Introduction
Polyp identification and resection is an important and recognized quality indicator
in colonoscopy. Removal of colonic polyps has been shown to clearly reduce incidence
and mortality from colorectal cancer and forms the basis for all colorectal cancer
screening programmes [1]. Consensus guidelines frequently demand a minimum adenoma detection rate (ADR) of
between 15 % and 30 % in screening populations [2]
[3]
[4]. Lower ADRs have been associated with a higher risk of interval cancer, with an
ADR greater than 20 % significant for reducing interval cancer rates [1]
[5]
[6]. Appropriate surveillance intervals as well as ADR aim at reducing the rate of subsequent
neoplasia. Patients with adenomatous polyps, large polyps or a large number of polyps
are at greater risk of developing future malignancy and are therefore entered into
surveillance programmes accordingly.
Incomplete resection rate
Polyp detection is only one part of a successful colorectal cancer prevention strategy.
Performing safe and complete polypectomy is also a specific goal for successful colonoscopy.

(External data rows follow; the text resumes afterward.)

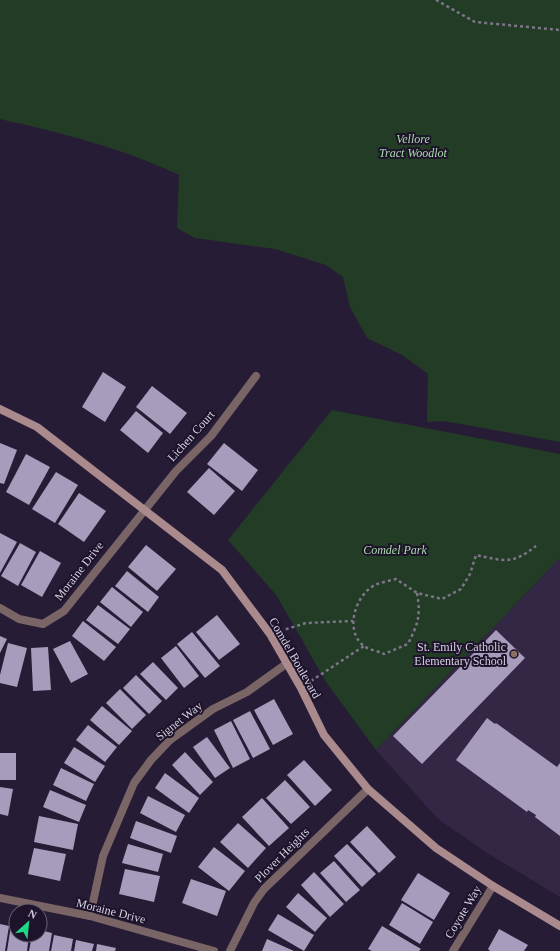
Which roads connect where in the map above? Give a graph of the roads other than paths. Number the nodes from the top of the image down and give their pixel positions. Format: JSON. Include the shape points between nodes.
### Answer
{"nodes":[{"id":1,"x":256,"y":376,"type":"dead end"},
{"id":2,"x":0,"y":409,"type":"edge"},
{"id":3,"x":144,"y":510,"type":"junction"},
{"id":4,"x":0,"y":608,"type":"edge"},
{"id":5,"x":286,"y":664,"type":"junction"},
{"id":6,"x":368,"y":789,"type":"junction"},
{"id":7,"x":493,"y":886,"type":"junction"},
{"id":8,"x":0,"y":898,"type":"edge"},
{"id":9,"x":90,"y":916,"type":"junction"},
{"id":10,"x":560,"y":926,"type":"edge"},
{"id":11,"x":214,"y":951,"type":"edge"},
{"id":12,"x":230,"y":951,"type":"edge"},
{"id":13,"x":453,"y":951,"type":"edge"}],
"edges":[{"from":1,"to":3,"type":"street","name":"Lichen Court","via":[[210,436],[176,471]]},
{"from":2,"to":3,"type":"street","name":"Comdel Boulevard","via":[[37,427]]},
{"from":3,"to":4,"type":"street","name":"Moraine Drive","via":[[64,611],[43,624],[19,619]]},
{"from":3,"to":5,"type":"street","name":"Comdel Boulevard","via":[[222,570],[270,634]]},
{"from":5,"to":6,"type":"street","name":"Comdel Boulevard","via":[[324,735]]},
{"from":5,"to":9,"type":"street","name":"Signet Way","via":[[247,692],[208,713],[170,740],[151,760],[134,783],[106,849]]},
{"from":6,"to":7,"type":"street","name":"Comdel Boulevard","via":[[436,848]]},
{"from":6,"to":12,"type":"street","name":"Plover Heights","via":[[264,889],[254,903]]},
{"from":7,"to":10,"type":"street","name":"Comdel Boulevard"},
{"from":7,"to":13,"type":"street","name":"Coyote Way"},
{"from":8,"to":9,"type":"street","name":"Moraine Drive"},
{"from":9,"to":11,"type":"street","name":"Moraine Drive"}]}
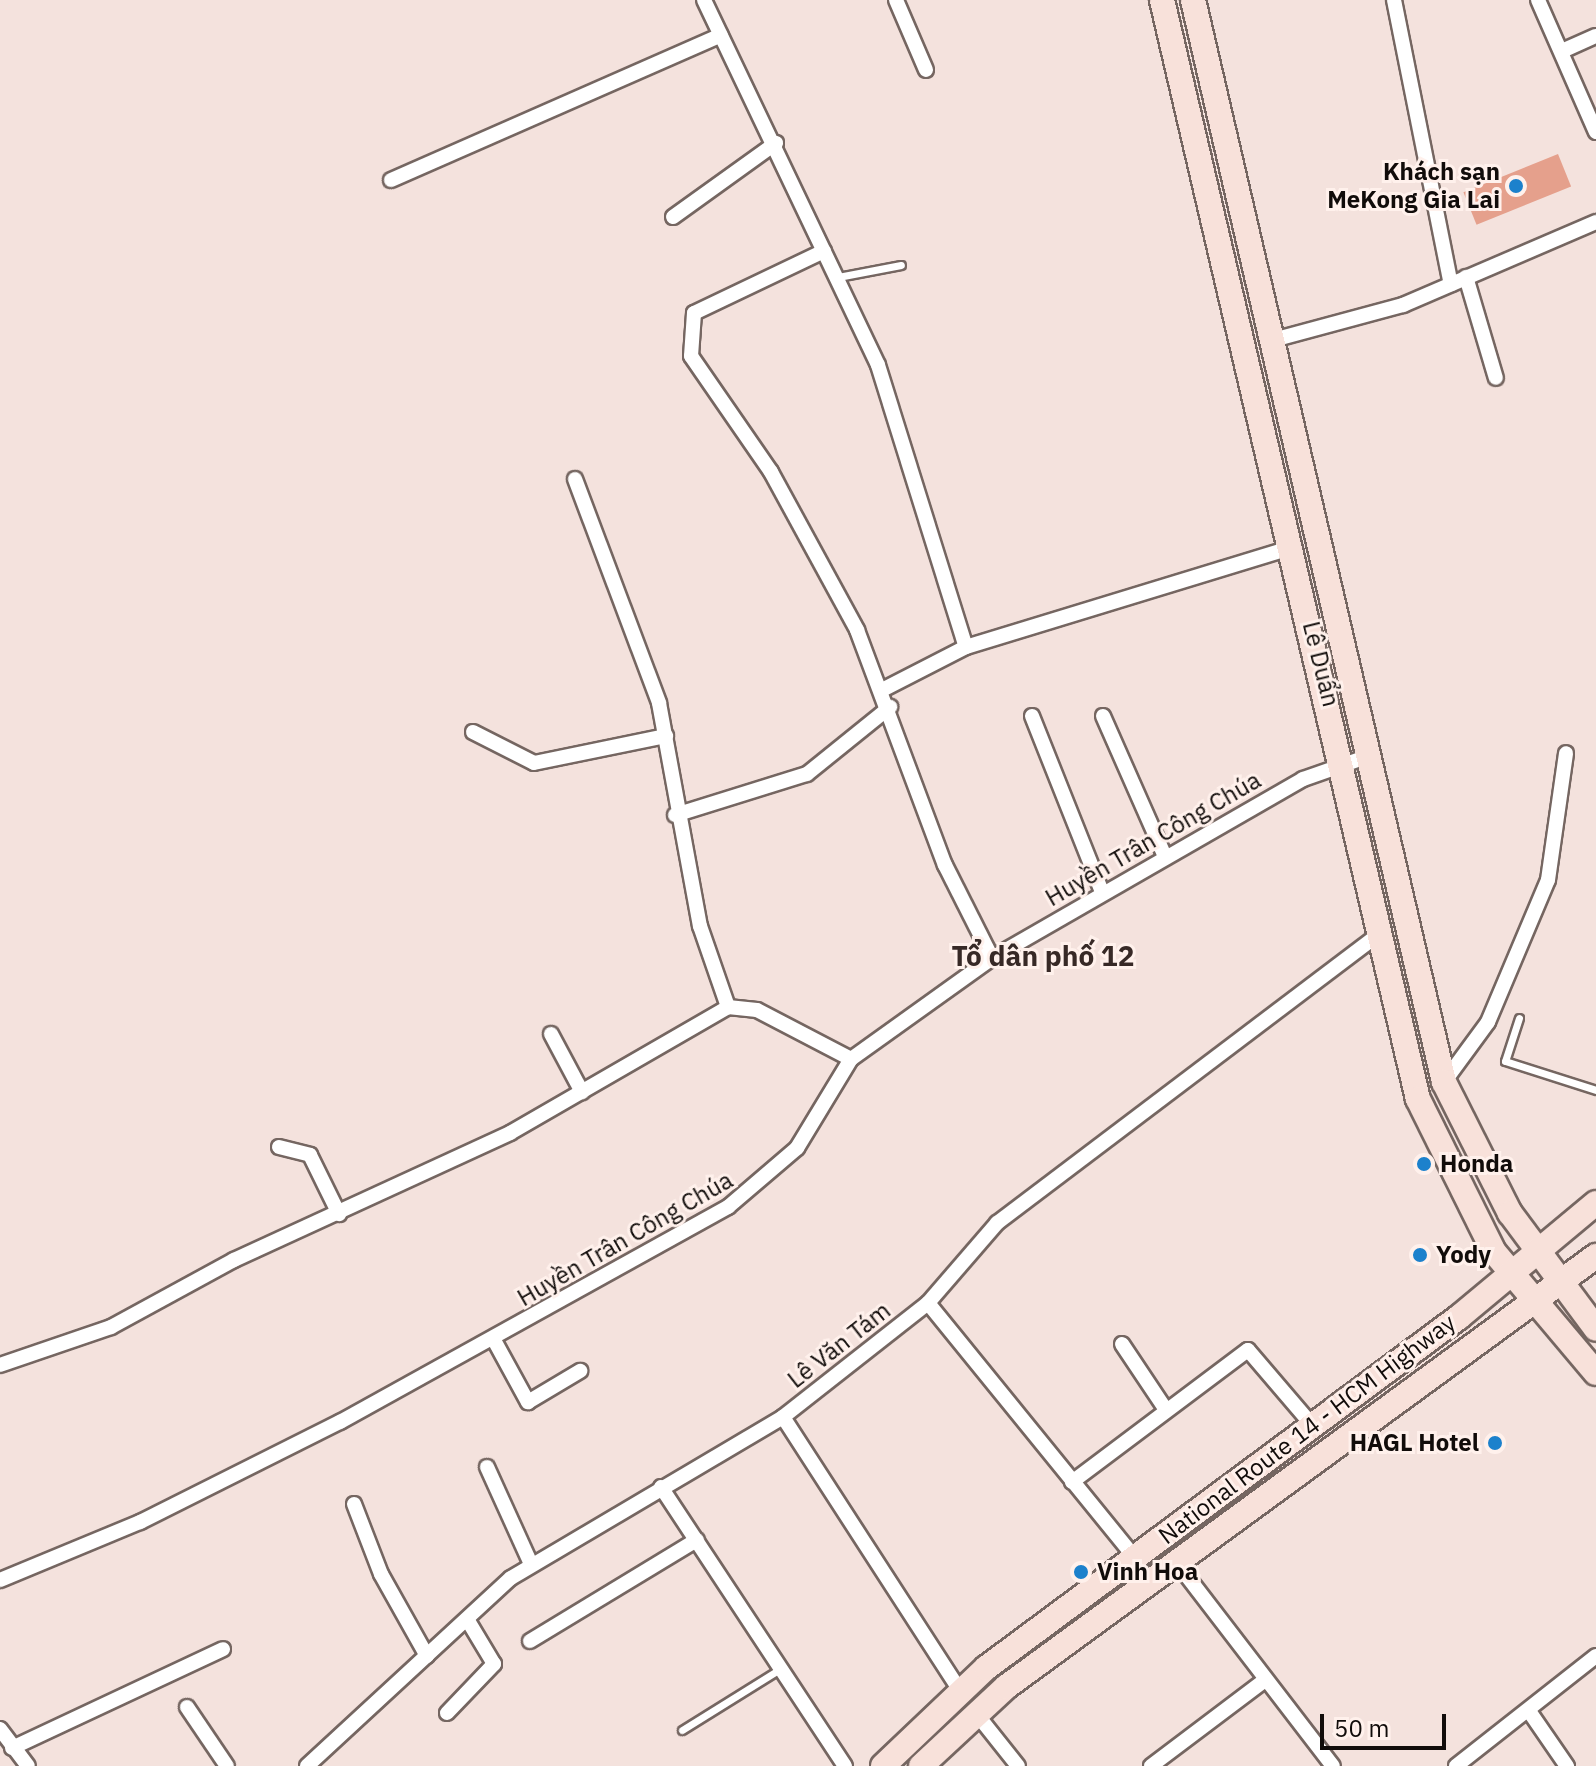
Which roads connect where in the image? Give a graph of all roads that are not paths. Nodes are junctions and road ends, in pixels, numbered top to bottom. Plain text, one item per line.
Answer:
1 (704, 0) edge
2 (896, 0) edge
3 (1162, 0) edge
4 (1193, 0) edge
5 (1394, 0) edge
6 (1538, 0) edge
7 (721, 35) junction
8 (1596, 36) edge
9 (1562, 51) junction
10 (926, 70) dead end
11 (1596, 132) edge
12 (776, 143) junction
13 (391, 180) dead end
14 (673, 217) dead end
15 (1596, 222) edge
16 (824, 251) junction
17 (901, 265) dead end
18 (838, 277) junction
19 (1466, 277) junction
20 (1451, 284) junction
21 (1277, 339) junction
22 (1496, 378) dead end
23 (575, 479) dead end
24 (1293, 547) junction
25 (966, 647) junction
26 (884, 689) junction
27 (890, 707) junction
28 (1032, 716) dead end
29 (1103, 716) dead end
30 (473, 732) dead end
31 (666, 736) junction
32 (1566, 753) dead end
33 (1372, 755) junction
34 (1345, 763) junction
35 (675, 815) junction
36 (1164, 854) junction
37 (1102, 892) junction
38 (1380, 933) junction
39 (992, 958) junction
40 (728, 1007) junction
41 (1519, 1018) dead end
42 (551, 1034) dead end
43 (851, 1059) junction
44 (1444, 1082) junction
45 (1596, 1090) edge
46 (582, 1092) junction
47 (279, 1147) dead end
48 (1596, 1203) edge
49 (339, 1214) junction
50 (1536, 1252) junction
51 (1596, 1256) edge
52 (1510, 1274) junction
53 (1559, 1284) junction
54 (928, 1303) junction
55 (1533, 1304) junction
56 (1596, 1329) edge
57 (494, 1340) junction
58 (1122, 1344) dead end
59 (0, 1365) edge
60 (580, 1371) dead end
61 (1596, 1373) edge
62 (1166, 1410) junction
63 (783, 1417) junction
64 (1312, 1425) junction
65 (487, 1467) dead end
66 (1072, 1482) junction
67 (661, 1487) junction
68 (354, 1504) dead end
69 (697, 1540) junction
70 (1135, 1558) junction
71 (1177, 1563) junction
72 (531, 1564) junction
73 (0, 1580) edge
74 (467, 1619) junction
75 (530, 1641) dead end
76 (223, 1649) dead end
77 (427, 1656) junction
78 (1596, 1656) edge
79 (780, 1669) junction
80 (1265, 1680) junction
81 (959, 1689) junction
82 (187, 1707) dead end
83 (1529, 1711) junction
84 (975, 1712) junction
85 (447, 1713) dead end
86 (0, 1729) edge
87 (682, 1730) dead end
88 (12, 1748) junction
89 (1170, 1760) edge
90 (28, 1766) edge
91 (227, 1766) edge
92 (307, 1766) edge
93 (845, 1766) edge
94 (883, 1766) edge
95 (921, 1766) edge
96 (1018, 1766) edge
97 (1151, 1766) edge
98 (1333, 1766) edge
99 (1456, 1766) edge
100 (1567, 1766) edge

1 - 7 street
2 - 10 street
3 - 24 main road, Lê Duẩn
4 - 21 main road, Lê Duẩn
5 - 20 street
6 - 9 street
7 - 12 street
7 - 13 street
8 - 9 street
9 - 11 street
12 - 14 street
12 - 16 street
15 - 19 street
16 - 18 street
16 - 26 street
17 - 18 lane
18 - 25 street
19 - 20 street
19 - 22 street
20 - 21 street
21 - 33 main road, Lê Duẩn
23 - 31 street
24 - 25 street
24 - 34 main road, Lê Duẩn
25 - 26 street
26 - 27 street
27 - 35 street
27 - 39 street
28 - 37 street
29 - 36 street
30 - 31 street
31 - 35 street
32 - 44 street
33 - 34 street, Huyền Trân Công Chúa
33 - 44 main road, Lê Duẩn
34 - 36 street, Huyền Trân Công Chúa
34 - 38 main road, Lê Duẩn
35 - 40 street
36 - 37 street, Huyền Trân Công Chúa
37 - 39 street, Huyền Trân Công Chúa
38 - 52 main road, Lê Duẩn
38 - 54 street, Lê Văn Tám
39 - 43 street, Huyền Trân Công Chúa
40 - 43 street
40 - 46 street
41 - 45 lane
42 - 46 street
43 - 57 street, Huyền Trân Công Chúa
44 - 50 main road, Lê Duẩn
46 - 49 street
47 - 49 street
48 - 50 main road, National Route 14 - HCM Highway
49 - 59 street
50 - 52 main road, National Route 14 - HCM Highway
50 - 53 main road, Lê Duẩn
51 - 53 main road, National Route 14 - HCM Highway
52 - 55 main road, Lê Duẩn
52 - 64 main road, National Route 14 - HCM Highway
53 - 55 main road, National Route 14 - HCM Highway
53 - 56 main road, Lê Duẩn
54 - 63 street, Lê Văn Tám
54 - 66 street
55 - 61 main road, Lê Duẩn
55 - 71 main road, National Route 14 - HCM Highway
57 - 60 street
57 - 73 street, Huyền Trân Công Chúa
58 - 62 street
62 - 64 street
62 - 66 street
63 - 67 street, Lê Văn Tám
63 - 81 street
64 - 70 main road, National Route 14 - HCM Highway
65 - 72 street
66 - 70 street
67 - 69 street
67 - 72 street, Lê Văn Tám
68 - 77 street
69 - 75 street
69 - 79 street
70 - 81 main road, National Route 14 - HCM Highway
71 - 80 street
71 - 84 main road, National Route 14 - HCM Highway
72 - 74 street, Lê Văn Tám
74 - 77 street, Lê Văn Tám
74 - 85 street
76 - 88 street
77 - 92 street, Lê Văn Tám
78 - 83 street
79 - 87 lane
79 - 93 street
80 - 89 street
80 - 98 street
81 - 94 main road, National Route 14 - HCM Highway
82 - 91 street
83 - 99 street
83 - 100 street
84 - 95 main road, National Route 14 - HCM Highway
84 - 96 street
86 - 88 street
88 - 90 street
89 - 97 street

An increasingly recognized measure of efficient colonoscopy is the incomplete resection
rate (IRR) of polyps, which may have significant implications for development of interval
cancers. In practice, complete polyp resection is assumed if no residual polyp tissue
is visible macroscopically following resection. Nonetheless, random biopsies of apparently
clear polyp bases can demonstrate residual polyp tissue [7]. Rates of incomplete polyp resection vary widely in the literature but may be as
high as 23 % [5]
[8]
[9].
The morphology and histological subtype of a polyp may affect the completeness of
resection, with sessile serrate lesions more difficult to fully demarcate and, therefore,
completely resect [10]. Residual disease is more likely with larger polyps, for sessile serrated adenomas,
and with more proximal lesions [11]. Endoscopists’ training and experience are key factors in increasing lesion detection
[12]
[13] and reducing incomplete resection, with significant variability in IRR between endoscopists
reported (ranging from 6.5 % to 22.7 %) in one study alone [11]. However, no consensus exists regarding what level of experience is required to
ensure quality-assured polypectomy. It is estimated that up to 30 % of interval cancers
are due to incomplete resection of polyps and the 5-year interval cancer rate is reportedly
as high as 8 % [6]
[14]. While the majority of interval cancers are thought to arise from missed lesions
at the time of index colonoscopy, residual disease from incomplete polypectomy also
accounts for a significant proportion [15]. Indeed, risk of interval cancers is higher for those with a previous history of
polyps [16].
What techniques are used to reduce IRR?
The method with which polyps are resected may affect the likelihood of residual disease.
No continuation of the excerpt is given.